**Task to complete**
Every record has to be written out exactly, with no line missing.
#### Excerpted records
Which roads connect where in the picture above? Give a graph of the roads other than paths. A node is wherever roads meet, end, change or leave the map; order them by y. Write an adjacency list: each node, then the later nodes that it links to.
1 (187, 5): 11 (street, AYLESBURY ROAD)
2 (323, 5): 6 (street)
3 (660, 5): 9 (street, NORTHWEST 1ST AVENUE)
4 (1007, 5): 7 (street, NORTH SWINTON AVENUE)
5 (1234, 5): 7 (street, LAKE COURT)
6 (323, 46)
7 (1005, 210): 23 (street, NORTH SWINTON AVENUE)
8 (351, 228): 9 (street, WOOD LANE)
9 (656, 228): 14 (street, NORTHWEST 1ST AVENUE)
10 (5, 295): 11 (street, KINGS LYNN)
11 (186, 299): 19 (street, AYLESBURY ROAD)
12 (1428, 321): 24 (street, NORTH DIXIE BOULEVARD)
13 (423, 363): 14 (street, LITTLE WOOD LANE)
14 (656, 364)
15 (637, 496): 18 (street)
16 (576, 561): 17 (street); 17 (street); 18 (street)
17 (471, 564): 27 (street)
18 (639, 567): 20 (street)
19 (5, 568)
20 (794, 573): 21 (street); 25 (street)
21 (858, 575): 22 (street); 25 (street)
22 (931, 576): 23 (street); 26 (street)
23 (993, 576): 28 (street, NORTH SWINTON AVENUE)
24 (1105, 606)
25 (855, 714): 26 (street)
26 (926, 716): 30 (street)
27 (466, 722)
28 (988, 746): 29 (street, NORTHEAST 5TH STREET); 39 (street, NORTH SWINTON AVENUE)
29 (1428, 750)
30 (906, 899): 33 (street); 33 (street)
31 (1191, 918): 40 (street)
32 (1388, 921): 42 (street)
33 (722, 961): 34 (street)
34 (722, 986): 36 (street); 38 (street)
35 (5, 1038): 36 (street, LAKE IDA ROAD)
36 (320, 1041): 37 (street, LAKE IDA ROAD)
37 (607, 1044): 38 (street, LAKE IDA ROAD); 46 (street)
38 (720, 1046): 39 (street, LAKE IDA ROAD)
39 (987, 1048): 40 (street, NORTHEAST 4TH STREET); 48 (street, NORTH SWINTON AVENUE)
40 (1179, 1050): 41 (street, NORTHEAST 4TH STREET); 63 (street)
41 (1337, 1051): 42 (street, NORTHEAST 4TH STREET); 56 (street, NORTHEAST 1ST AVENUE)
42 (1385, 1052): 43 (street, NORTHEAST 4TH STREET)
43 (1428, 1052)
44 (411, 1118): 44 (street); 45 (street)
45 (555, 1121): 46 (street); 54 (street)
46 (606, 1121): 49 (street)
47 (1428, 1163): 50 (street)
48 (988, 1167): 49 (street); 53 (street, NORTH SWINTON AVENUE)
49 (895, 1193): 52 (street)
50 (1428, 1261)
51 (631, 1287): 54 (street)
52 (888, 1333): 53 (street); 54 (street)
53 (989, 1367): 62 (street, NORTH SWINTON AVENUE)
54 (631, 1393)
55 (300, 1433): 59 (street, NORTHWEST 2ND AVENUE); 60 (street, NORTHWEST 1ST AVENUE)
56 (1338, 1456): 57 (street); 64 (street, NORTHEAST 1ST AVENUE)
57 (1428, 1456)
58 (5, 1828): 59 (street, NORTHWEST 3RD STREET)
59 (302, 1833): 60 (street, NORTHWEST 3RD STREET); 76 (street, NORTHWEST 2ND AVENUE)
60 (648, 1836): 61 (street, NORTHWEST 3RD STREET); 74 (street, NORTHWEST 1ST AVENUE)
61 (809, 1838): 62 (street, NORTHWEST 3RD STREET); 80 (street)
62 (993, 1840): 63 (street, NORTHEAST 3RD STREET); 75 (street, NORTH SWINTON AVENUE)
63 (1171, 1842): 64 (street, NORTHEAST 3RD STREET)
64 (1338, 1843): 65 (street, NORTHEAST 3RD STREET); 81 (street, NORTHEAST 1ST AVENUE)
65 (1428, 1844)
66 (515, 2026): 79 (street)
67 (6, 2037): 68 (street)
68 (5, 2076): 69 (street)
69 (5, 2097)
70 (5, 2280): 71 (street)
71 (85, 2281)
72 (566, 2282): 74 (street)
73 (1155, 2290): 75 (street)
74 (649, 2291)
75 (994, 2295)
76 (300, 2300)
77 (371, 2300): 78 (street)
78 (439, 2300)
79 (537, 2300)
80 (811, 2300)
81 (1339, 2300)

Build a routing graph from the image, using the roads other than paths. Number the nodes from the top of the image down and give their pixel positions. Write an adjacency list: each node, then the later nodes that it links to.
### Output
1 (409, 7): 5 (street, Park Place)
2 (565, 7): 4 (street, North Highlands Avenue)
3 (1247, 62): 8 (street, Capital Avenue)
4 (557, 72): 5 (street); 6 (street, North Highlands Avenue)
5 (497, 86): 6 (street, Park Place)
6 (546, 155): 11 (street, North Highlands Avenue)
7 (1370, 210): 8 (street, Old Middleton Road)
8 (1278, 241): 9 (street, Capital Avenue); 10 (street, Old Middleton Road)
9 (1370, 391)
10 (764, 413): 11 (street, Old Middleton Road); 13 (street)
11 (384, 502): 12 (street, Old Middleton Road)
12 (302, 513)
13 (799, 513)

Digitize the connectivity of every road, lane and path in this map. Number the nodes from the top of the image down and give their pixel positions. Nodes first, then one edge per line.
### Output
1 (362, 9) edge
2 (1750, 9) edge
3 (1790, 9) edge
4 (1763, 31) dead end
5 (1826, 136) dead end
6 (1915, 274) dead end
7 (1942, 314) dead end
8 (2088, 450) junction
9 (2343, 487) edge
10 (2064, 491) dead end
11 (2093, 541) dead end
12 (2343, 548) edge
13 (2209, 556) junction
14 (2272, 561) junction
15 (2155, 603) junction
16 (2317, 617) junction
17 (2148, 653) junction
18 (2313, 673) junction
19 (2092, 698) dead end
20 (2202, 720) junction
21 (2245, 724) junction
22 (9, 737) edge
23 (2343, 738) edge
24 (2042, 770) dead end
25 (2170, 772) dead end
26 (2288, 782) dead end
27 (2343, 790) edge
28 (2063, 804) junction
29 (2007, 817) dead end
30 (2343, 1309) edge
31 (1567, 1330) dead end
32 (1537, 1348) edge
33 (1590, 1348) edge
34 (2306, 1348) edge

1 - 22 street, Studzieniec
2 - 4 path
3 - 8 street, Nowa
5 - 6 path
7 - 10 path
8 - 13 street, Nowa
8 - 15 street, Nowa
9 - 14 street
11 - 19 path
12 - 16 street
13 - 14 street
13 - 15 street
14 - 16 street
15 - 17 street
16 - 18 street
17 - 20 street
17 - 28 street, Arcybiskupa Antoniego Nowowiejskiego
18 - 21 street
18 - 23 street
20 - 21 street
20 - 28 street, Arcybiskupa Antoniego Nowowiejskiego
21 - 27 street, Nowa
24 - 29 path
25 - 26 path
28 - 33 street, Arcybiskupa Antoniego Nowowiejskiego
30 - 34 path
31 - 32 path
########
**Written answer**
Which roads connect where in the picture above? Give a graph of the roads other than paths. A node is wherever roads meet, end, change or leave the map; order them by y. Write an adjacency list: each node, then the later nodes that it links to.
1 (187, 5): 11 (street, AYLESBURY ROAD)
2 (323, 5): 6 (street)
3 (660, 5): 9 (street, NORTHWEST 1ST AVENUE)
4 (1007, 5): 7 (street, NORTH SWINTON AVENUE)
5 (1234, 5): 7 (street, LAKE COURT)
6 (323, 46)
7 (1005, 210): 23 (street, NORTH SWINTON AVENUE)
8 (351, 228): 9 (street, WOOD LANE)
9 (656, 228): 14 (street, NORTHWEST 1ST AVENUE)
10 (5, 295): 11 (street, KINGS LYNN)
11 (186, 299): 19 (street, AYLESBURY ROAD)
12 (1428, 321): 24 (street, NORTH DIXIE BOULEVARD)
13 (423, 363): 14 (street, LITTLE WOOD LANE)
14 (656, 364)
15 (637, 496): 18 (street)
16 (576, 561): 17 (street); 17 (street); 18 (street)
17 (471, 564): 27 (street)
18 (639, 567): 20 (street)
19 (5, 568)
20 (794, 573): 21 (street); 25 (street)
21 (858, 575): 22 (street); 25 (street)
22 (931, 576): 23 (street); 26 (street)
23 (993, 576): 28 (street, NORTH SWINTON AVENUE)
24 (1105, 606)
25 (855, 714): 26 (street)
26 (926, 716): 30 (street)
27 (466, 722)
28 (988, 746): 29 (street, NORTHEAST 5TH STREET); 39 (street, NORTH SWINTON AVENUE)
29 (1428, 750)
30 (906, 899): 33 (street); 33 (street)
31 (1191, 918): 40 (street)
32 (1388, 921): 42 (street)
33 (722, 961): 34 (street)
34 (722, 986): 36 (street); 38 (street)
35 (5, 1038): 36 (street, LAKE IDA ROAD)
36 (320, 1041): 37 (street, LAKE IDA ROAD)
37 (607, 1044): 38 (street, LAKE IDA ROAD); 46 (street)
38 (720, 1046): 39 (street, LAKE IDA ROAD)
39 (987, 1048): 40 (street, NORTHEAST 4TH STREET); 48 (street, NORTH SWINTON AVENUE)
40 (1179, 1050): 41 (street, NORTHEAST 4TH STREET); 63 (street)
41 (1337, 1051): 42 (street, NORTHEAST 4TH STREET); 56 (street, NORTHEAST 1ST AVENUE)
42 (1385, 1052): 43 (street, NORTHEAST 4TH STREET)
43 (1428, 1052)
44 (411, 1118): 44 (street); 45 (street)
45 (555, 1121): 46 (street); 54 (street)
46 (606, 1121): 49 (street)
47 (1428, 1163): 50 (street)
48 (988, 1167): 49 (street); 53 (street, NORTH SWINTON AVENUE)
49 (895, 1193): 52 (street)
50 (1428, 1261)
51 (631, 1287): 54 (street)
52 (888, 1333): 53 (street); 54 (street)
53 (989, 1367): 62 (street, NORTH SWINTON AVENUE)
54 (631, 1393)
55 (300, 1433): 59 (street, NORTHWEST 2ND AVENUE); 60 (street, NORTHWEST 1ST AVENUE)
56 (1338, 1456): 57 (street); 64 (street, NORTHEAST 1ST AVENUE)
57 (1428, 1456)
58 (5, 1828): 59 (street, NORTHWEST 3RD STREET)
59 (302, 1833): 60 (street, NORTHWEST 3RD STREET); 76 (street, NORTHWEST 2ND AVENUE)
60 (648, 1836): 61 (street, NORTHWEST 3RD STREET); 74 (street, NORTHWEST 1ST AVENUE)
61 (809, 1838): 62 (street, NORTHWEST 3RD STREET); 80 (street)
62 (993, 1840): 63 (street, NORTHEAST 3RD STREET); 75 (street, NORTH SWINTON AVENUE)
63 (1171, 1842): 64 (street, NORTHEAST 3RD STREET)
64 (1338, 1843): 65 (street, NORTHEAST 3RD STREET); 81 (street, NORTHEAST 1ST AVENUE)
65 (1428, 1844)
66 (515, 2026): 79 (street)
67 (6, 2037): 68 (street)
68 (5, 2076): 69 (street)
69 (5, 2097)
70 (5, 2280): 71 (street)
71 (85, 2281)
72 (566, 2282): 74 (street)
73 (1155, 2290): 75 (street)
74 (649, 2291)
75 (994, 2295)
76 (300, 2300)
77 (371, 2300): 78 (street)
78 (439, 2300)
79 (537, 2300)
80 (811, 2300)
81 (1339, 2300)

Build a routing graph from the image, using the roads other than paths. Number the nodes from the top of the image down and give their pixel positions. Write an adjacency list: each node, then the later nodes that it links to.
### Output
1 (409, 7): 5 (street, Park Place)
2 (565, 7): 4 (street, North Highlands Avenue)
3 (1247, 62): 8 (street, Capital Avenue)
4 (557, 72): 5 (street); 6 (street, North Highlands Avenue)
5 (497, 86): 6 (street, Park Place)
6 (546, 155): 11 (street, North Highlands Avenue)
7 (1370, 210): 8 (street, Old Middleton Road)
8 (1278, 241): 9 (street, Capital Avenue); 10 (street, Old Middleton Road)
9 (1370, 391)
10 (764, 413): 11 (street, Old Middleton Road); 13 (street)
11 (384, 502): 12 (street, Old Middleton Road)
12 (302, 513)
13 (799, 513)

Digitize the connectivity of every road, lane and path in this map. Number the nodes from the top of the image down and give their pixel positions. Nodes first, then one edge per line.
### Output
1 (362, 9) edge
2 (1750, 9) edge
3 (1790, 9) edge
4 (1763, 31) dead end
5 (1826, 136) dead end
6 (1915, 274) dead end
7 (1942, 314) dead end
8 (2088, 450) junction
9 (2343, 487) edge
10 (2064, 491) dead end
11 (2093, 541) dead end
12 (2343, 548) edge
13 (2209, 556) junction
14 (2272, 561) junction
15 (2155, 603) junction
16 (2317, 617) junction
17 (2148, 653) junction
18 (2313, 673) junction
19 (2092, 698) dead end
20 (2202, 720) junction
21 (2245, 724) junction
22 (9, 737) edge
23 (2343, 738) edge
24 (2042, 770) dead end
25 (2170, 772) dead end
26 (2288, 782) dead end
27 (2343, 790) edge
28 (2063, 804) junction
29 (2007, 817) dead end
30 (2343, 1309) edge
31 (1567, 1330) dead end
32 (1537, 1348) edge
33 (1590, 1348) edge
34 (2306, 1348) edge

1 - 22 street, Studzieniec
2 - 4 path
3 - 8 street, Nowa
5 - 6 path
7 - 10 path
8 - 13 street, Nowa
8 - 15 street, Nowa
9 - 14 street
11 - 19 path
12 - 16 street
13 - 14 street
13 - 15 street
14 - 16 street
15 - 17 street
16 - 18 street
17 - 20 street
17 - 28 street, Arcybiskupa Antoniego Nowowiejskiego
18 - 21 street
18 - 23 street
20 - 21 street
20 - 28 street, Arcybiskupa Antoniego Nowowiejskiego
21 - 27 street, Nowa
24 - 29 path
25 - 26 path
28 - 33 street, Arcybiskupa Antoniego Nowowiejskiego
30 - 34 path
31 - 32 path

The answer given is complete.